By DAVID DUPONT
BG Independent News
Maybe “The Gondoliers” is just what we need about now.
With a political campaign rolling like a torrent of sludge to a messy conclusion, a frothy piece of social satire from another time is a welcomed diversion. The venerable team of Gilbert and Sullivan reminds us that being a doofus is just part of the human condition.
Doesn’t matter if you’re royalty or gondolier, you are at heart a fool. But in the world of Gilbert and Sullivan even fools can spin off a tangle of intricate rhyme that precisely delineates the absurd world they inhabit.
“The Gondoliers or the King of Barataria” was the team’s last hit back in the last decade of the 19th century. And Bowling Green State University Opera Theatre whips up a production that is true to the absurdist spirit of the original. The show is on stage tonight (Nov. 4) at 8 p.m. and Sunday at 3 p.m. on Kobacker Hall on campus. Advance tickets are $15 and $5 for students and children. All tickets the day of the performance are $20. Tickets can be purchased from the BGSU Arts Box Office at 419-372-8171 or at www.bgsu.edu/arts.

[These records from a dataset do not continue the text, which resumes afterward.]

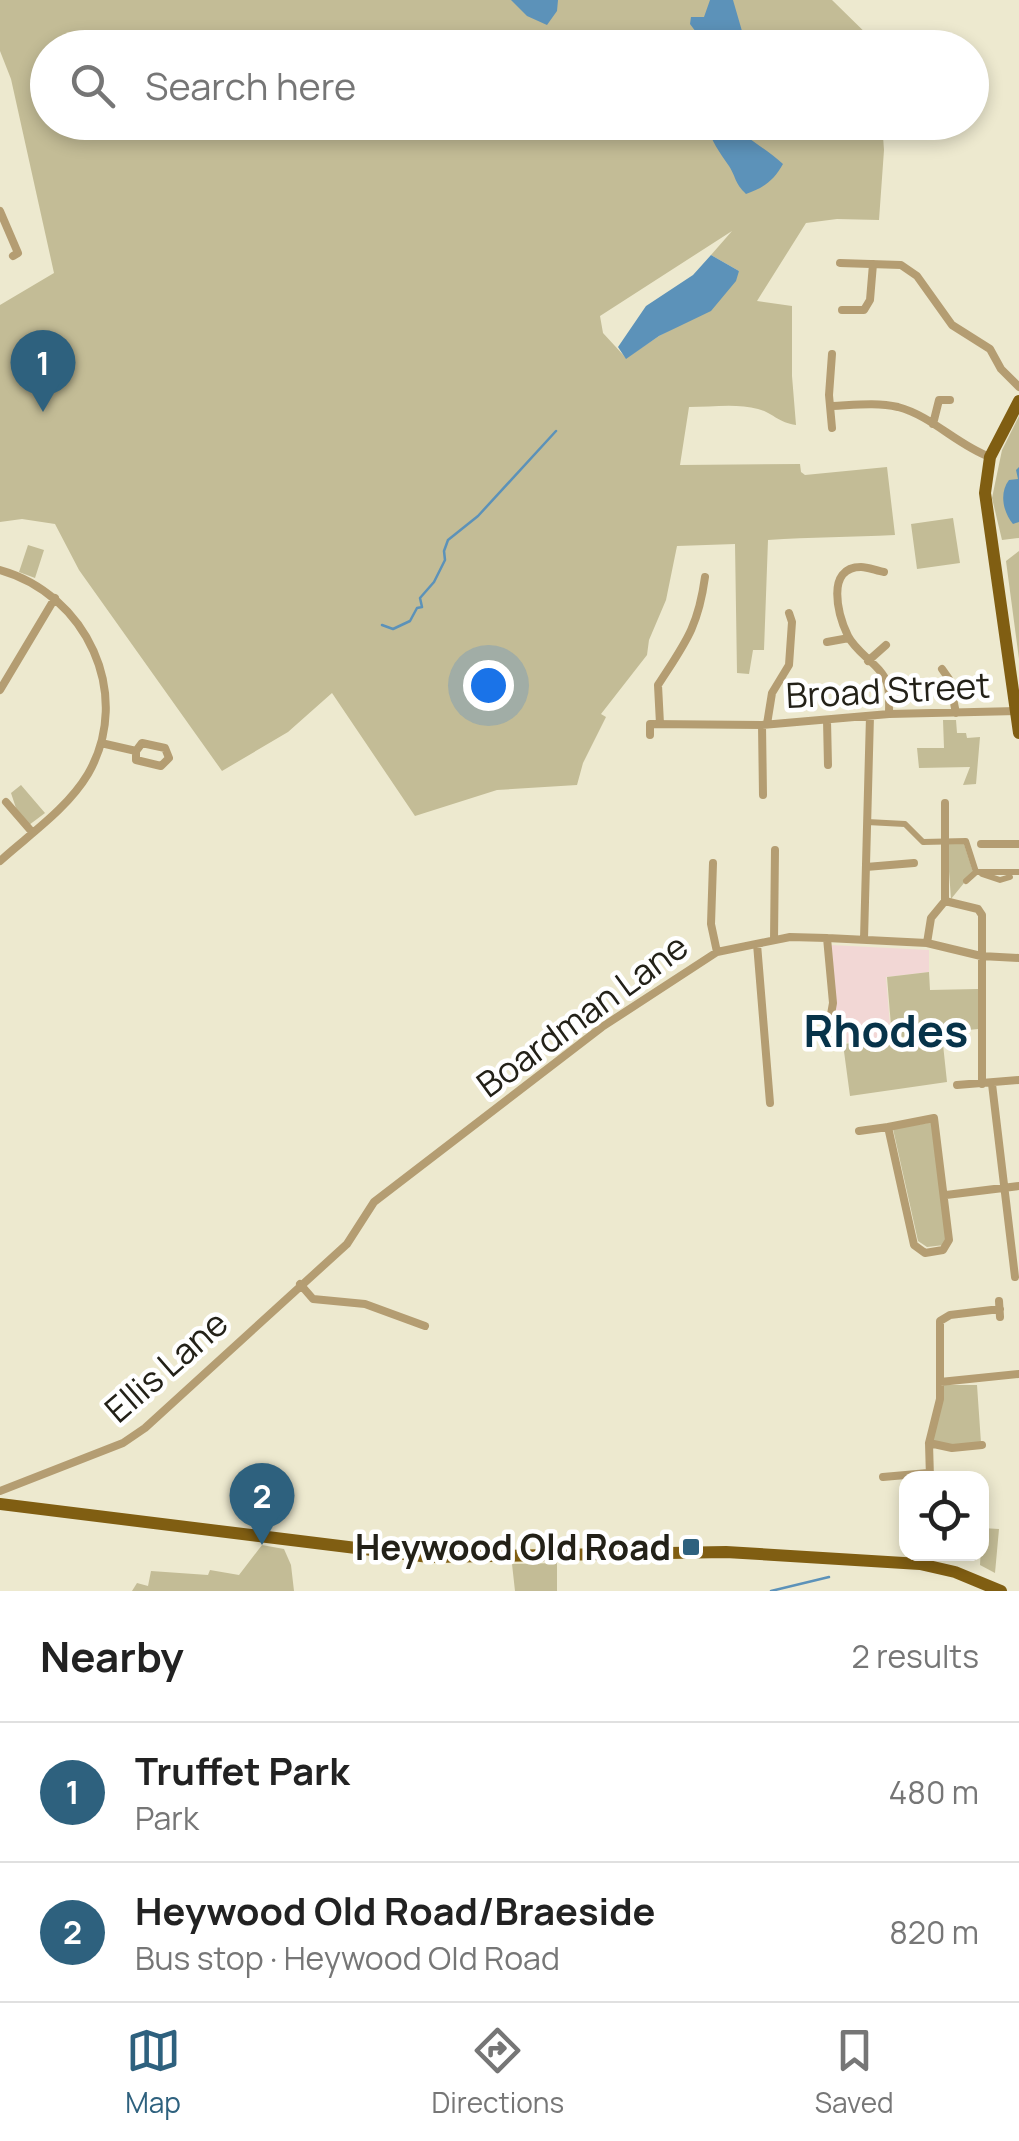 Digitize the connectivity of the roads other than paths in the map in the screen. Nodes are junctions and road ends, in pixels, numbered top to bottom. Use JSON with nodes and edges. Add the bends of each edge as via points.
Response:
{"nodes":[{"id":1,"x":0,"y":211,"type":"edge"},
{"id":2,"x":12,"y":256,"type":"dead end"},
{"id":3,"x":840,"y":262,"type":"dead end"},
{"id":4,"x":873,"y":264,"type":"junction"},
{"id":5,"x":842,"y":310,"type":"dead end"},
{"id":6,"x":832,"y":354,"type":"dead end"},
{"id":7,"x":1019,"y":387,"type":"edge"},
{"id":8,"x":950,"y":400,"type":"dead end"},
{"id":9,"x":1019,"y":401,"type":"edge"},
{"id":10,"x":833,"y":406,"type":"junction"},
{"id":11,"x":933,"y":424,"type":"junction"},
{"id":12,"x":832,"y":428,"type":"dead end"},
{"id":13,"x":990,"y":457,"type":"junction"},
{"id":14,"x":832,"y":564,"type":"dead end"},
{"id":15,"x":0,"y":570,"type":"edge"},
{"id":16,"x":884,"y":572,"type":"dead end"},
{"id":17,"x":842,"y":574,"type":"junction"},
{"id":18,"x":694,"y":581,"type":"dead end"},
{"id":19,"x":55,"y":598,"type":"junction"},
{"id":20,"x":788,"y":614,"type":"dead end"},
{"id":21,"x":848,"y":638,"type":"junction"},
{"id":22,"x":827,"y":642,"type":"dead end"},
{"id":23,"x":886,"y":645,"type":"dead end"},
{"id":24,"x":868,"y":660,"type":"junction"},
{"id":25,"x":942,"y":669,"type":"dead end"},
{"id":26,"x":0,"y":690,"type":"edge"},
{"id":27,"x":1017,"y":711,"type":"edge"},
{"id":28,"x":956,"y":713,"type":"junction"},
{"id":29,"x":889,"y":714,"type":"junction"},
{"id":30,"x":870,"y":716,"type":"junction"},
{"id":31,"x":827,"y":720,"type":"junction"},
{"id":32,"x":655,"y":724,"type":"junction"},
{"id":33,"x":765,"y":724,"type":"junction"},
{"id":34,"x":1019,"y":733,"type":"edge"},
{"id":35,"x":650,"y":735,"type":"dead end"},
{"id":36,"x":101,"y":743,"type":"junction"},
{"id":37,"x":136,"y":751,"type":"dead end"},
{"id":38,"x":828,"y":766,"type":"dead end"},
{"id":39,"x":763,"y":795,"type":"dead end"},
{"id":40,"x":6,"y":802,"type":"edge"},
{"id":41,"x":945,"y":803,"type":"dead end"},
{"id":42,"x":867,"y":822,"type":"junction"},
{"id":43,"x":32,"y":832,"type":"junction"},
{"id":44,"x":945,"y":841,"type":"junction"},
{"id":45,"x":981,"y":844,"type":"dead end"},
{"id":46,"x":1019,"y":844,"type":"edge"},
{"id":47,"x":775,"y":850,"type":"dead end"},
{"id":48,"x":0,"y":861,"type":"edge"},
{"id":49,"x":713,"y":863,"type":"dead end"},
{"id":50,"x":914,"y":863,"type":"dead end"},
{"id":51,"x":866,"y":867,"type":"junction"},
{"id":52,"x":976,"y":872,"type":"junction"},
{"id":53,"x":1019,"y":872,"type":"edge"},
{"id":54,"x":1010,"y":877,"type":"dead end"},
{"id":55,"x":966,"y":881,"type":"dead end"},
{"id":56,"x":945,"y":900,"type":"junction"},
{"id":57,"x":827,"y":938,"type":"junction"},
{"id":58,"x":864,"y":939,"type":"junction"},
{"id":59,"x":774,"y":940,"type":"junction"},
{"id":60,"x":928,"y":943,"type":"junction"},
{"id":61,"x":756,"y":944,"type":"junction"},
{"id":62,"x":717,"y":952,"type":"junction"},
{"id":63,"x":981,"y":956,"type":"junction"},
{"id":64,"x":1019,"y":958,"type":"edge"},
{"id":65,"x":830,"y":1020,"type":"dead end"},
{"id":66,"x":1019,"y":1080,"type":"edge"},
{"id":67,"x":987,"y":1084,"type":"junction"},
{"id":68,"x":957,"y":1085,"type":"dead end"},
{"id":69,"x":770,"y":1103,"type":"dead end"},
{"id":70,"x":888,"y":1127,"type":"junction"},
{"id":71,"x":859,"y":1132,"type":"dead end"},
{"id":72,"x":1019,"y":1186,"type":"edge"},
{"id":73,"x":1004,"y":1188,"type":"junction"},
{"id":74,"x":946,"y":1194,"type":"junction"},
{"id":75,"x":1015,"y":1277,"type":"dead end"},
{"id":76,"x":300,"y":1284,"type":"junction"},
{"id":77,"x":1000,"y":1309,"type":"dead end"},
{"id":78,"x":426,"y":1326,"type":"dead end"},
{"id":79,"x":1019,"y":1374,"type":"edge"},
{"id":80,"x":940,"y":1382,"type":"junction"},
{"id":81,"x":929,"y":1442,"type":"junction"},
{"id":82,"x":982,"y":1445,"type":"dead end"},
{"id":83,"x":929,"y":1471,"type":"edge"},
{"id":84,"x":883,"y":1477,"type":"dead end"},
{"id":85,"x":899,"y":1477,"type":"edge"},
{"id":86,"x":0,"y":1491,"type":"edge"},
{"id":87,"x":0,"y":1504,"type":"edge"},
{"id":88,"x":937,"y":1562,"type":"edge"},
{"id":89,"x":1001,"y":1591,"type":"edge"}],
"edges":[{"from":1,"to":2,"type":"street","via":[[18,253]]},
{"from":3,"to":4,"type":"street"},
{"from":4,"to":5,"type":"street","via":[[864,310]]},
{"from":4,"to":7,"type":"street","via":[[901,265],[917,276],[952,325],[990,349]]},
{"from":6,"to":10,"type":"street"},
{"from":8,"to":11,"type":"street","via":[[938,400]]},
{"from":9,"to":13,"type":"main road"},
{"from":10,"to":11,"type":"street","via":[[890,406]]},
{"from":10,"to":12,"type":"street"},
{"from":11,"to":13,"type":"street"},
{"from":13,"to":27,"type":"main road","via":[[986,503]]},
{"from":14,"to":17,"type":"street"},
{"from":15,"to":19,"type":"street"},
{"from":16,"to":17,"type":"street","via":[[861,567]]},
{"from":17,"to":21,"type":"street","via":[[837,585]]},
{"from":18,"to":32,"type":"street","via":[[705,580],[692,632],[658,684]]},
{"from":19,"to":26,"type":"street"},
{"from":19,"to":36,"type":"street","via":[[88,637],[102,670]]},
{"from":20,"to":33,"type":"street","via":[[790,665],[772,693]]},
{"from":21,"to":22,"type":"street"},
{"from":21,"to":24,"type":"street"},
{"from":23,"to":24,"type":"street"},
{"from":24,"to":29,"type":"street","via":[[887,682]]},
{"from":25,"to":28,"type":"street"},
{"from":27,"to":28,"type":"street","name":"Broad Street"},
{"from":27,"to":34,"type":"main road"},
{"from":28,"to":29,"type":"street","name":"Broad Street"},
{"from":29,"to":30,"type":"street","name":"Broad Street"},
{"from":30,"to":31,"type":"street","name":"Broad Street"},
{"from":30,"to":42,"type":"street"},
{"from":31,"to":33,"type":"street","name":"Broad Street"},
{"from":31,"to":38,"type":"street"},
{"from":32,"to":33,"type":"street","name":"Broad Street"},
{"from":32,"to":35,"type":"street"},
{"from":33,"to":39,"type":"street"},
{"from":36,"to":37,"type":"street"},
{"from":36,"to":43,"type":"street","via":[[80,786]]},
{"from":40,"to":43,"type":"street"},
{"from":41,"to":44,"type":"street"},
{"from":42,"to":44,"type":"street","via":[[905,824],[923,842]]},
{"from":42,"to":51,"type":"street"},
{"from":43,"to":48,"type":"street"},
{"from":44,"to":52,"type":"street","via":[[966,841]]},
{"from":44,"to":56,"type":"street"},
{"from":45,"to":46,"type":"street"},
{"from":47,"to":59,"type":"street"},
{"from":49,"to":62,"type":"street"},
{"from":50,"to":51,"type":"street"},
{"from":51,"to":58,"type":"street"},
{"from":52,"to":53,"type":"street"},
{"from":52,"to":54,"type":"street"},
{"from":52,"to":55,"type":"street"},
{"from":56,"to":60,"type":"street","via":[[931,918]]},
{"from":56,"to":63,"type":"street","via":[[982,915]]},
{"from":57,"to":58,"type":"street","name":"Boardman Lane"},
{"from":57,"to":59,"type":"street","name":"Boardman Lane"},
{"from":57,"to":65,"type":"street"},
{"from":58,"to":60,"type":"street","name":"Boardman Lane"},
{"from":59,"to":61,"type":"street","name":"Boardman Lane"},
{"from":60,"to":63,"type":"street","name":"Boardman Lane"},
{"from":61,"to":62,"type":"street","name":"Boardman Lane"},
{"from":61,"to":69,"type":"street"},
{"from":62,"to":76,"type":"street","name":"Boardman Lane","via":[[602,1027],[374,1202],[352,1239]]},
{"from":63,"to":64,"type":"street","name":"Boardman Lane"},
{"from":63,"to":67,"type":"street"},
{"from":66,"to":67,"type":"street"},
{"from":67,"to":68,"type":"street"},
{"from":67,"to":73,"type":"street"},
{"from":70,"to":71,"type":"street"},
{"from":70,"to":74,"type":"street","via":[[934,1118]]},
{"from":70,"to":74,"type":"street","via":[[914,1245],[925,1253],[943,1250],[949,1240]]},
{"from":72,"to":73,"type":"street"},
{"from":73,"to":74,"type":"street"},
{"from":73,"to":75,"type":"street"},
{"from":76,"to":78,"type":"street","via":[[312,1299],[365,1304]]},
{"from":76,"to":86,"type":"street","name":"Ellis Lane","via":[[123,1444]]},
{"from":77,"to":80,"type":"street","via":[[940,1322]]},
{"from":79,"to":80,"type":"street"},
{"from":80,"to":81,"type":"street"},
{"from":81,"to":82,"type":"street"},
{"from":81,"to":83,"type":"street"},
{"from":84,"to":85,"type":"street"},
{"from":87,"to":88,"type":"main road","via":[[429,1557],[726,1552]]},
{"from":88,"to":89,"type":"main road"}]}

The tale is a subversive fancy, so convoluted and contrived that when the character Luiz (Aaron Hill) repeats the story to Princess Casilda (Alissa Plenzler) she’s just as incredulous as the audience, though not nearly as amused.
Casilda is the daughter of down-and-out royalty who married her off as a baby to a prince. When the prince’s family became Methodists “of the most bigoted and persecuting type,” the baby prince is whisked away by the Grand Inquisitor (Brett Pond) to Venice where he was placed with the family of a gondolier who had a son the same age. The father drank so much he forgot which boy was which, so now no one knows, except that stock figure in Gilbert and Sullivan operettas, the nurse. The entire play takes place waiting for the nurse’s arrival in the scene to settle the matter.
The prince’s father has died in a revolt, so now the prince, whichever gondolier he is, is the king of Barataria.
Those gondeliers Marco (Mark Tenorio) and Guiseppe (Luke Serrano) are the heartthrobs of a gaggle of farm girls, who refuse to select beaus until the handsome gondoliers decide whom to wed. The lucky girls are Gianetta (Hannah Stroth) and Tessa (Amanda Williams). But that makes prince a bigamist.
The plot revels in its own complications. No plot turn is without a detour.
The cast seems to enjoy navigating through all these ridiculous turns. Serrano and Tenorio bounce off each other nicely, at times acting as one, yet with contrasting voices. Tenorio’s voice seems perfectly matched to the ardent aria“take a pair of sparkling eyes.”
Casila’s parents the Duke of Plaza-Toro (Ben Ganger) and the Duchess of Plaza-Toro (Kate Hunt-Young) try to dominate each scene they are in. The duke is continually disappointed by the lack of pomp afforded him. He would like band. But a band, Luiz, his drummer, advises demands to be paid in advance. (To which the pit orchestra gives a huzzah.) Don’t they know me? the Duke asks. Yes, they do, Luiz replies.
The duke proudly sings of his accomplishments leading —from the rear – his troops in battle: “No soldier in that gallant band / hid half as well as he did. / He lay concealed throughout the war, / and so preserved his gore, O !”
His family is in tatters when we meet them, but he and the duchess cling to delusions of grandeur. The duchess is particularly haughty. She even boasts to her daughter, in the Duke’s presence, about how she tamed her husband, “your insignificant progenitor.”
They redeem their fortunes by turning their duchy into a Limited Liability Corporation to dispense all manner of favors and titles, which they account for in “to help unhappy commoners.”
The Grand Inquisitor is another of those Gilbert and Sullivan types. Pond nails the role of the comically officious villain, who seems rather endearing despite himself. As a custodian of tradition, the Inquistitor is appalled when he discovers that the gondoliers having been set up as king (they share the title as well as a single allotment of food until it’s determine which is which) are running their kingdom as “a republic” with their court of fellow gondoliers really in control.
He slyly instructs them on the value of royalty: “When every one is somebody, then no one’s anybody!”
The final resolution isn’t so much a plot twist as a nullification of the entire plot.
Despite the satire of politics, royalty and operatic conventions being more than 125 years old, they still are amusing. Pretentiousness and dim-wittedness, especially when paired with delightfully tuneful music, never lose their appeal.
It’s too bad Gilbert and Sullivan aren’t around to apply their wit to our current political spectacle.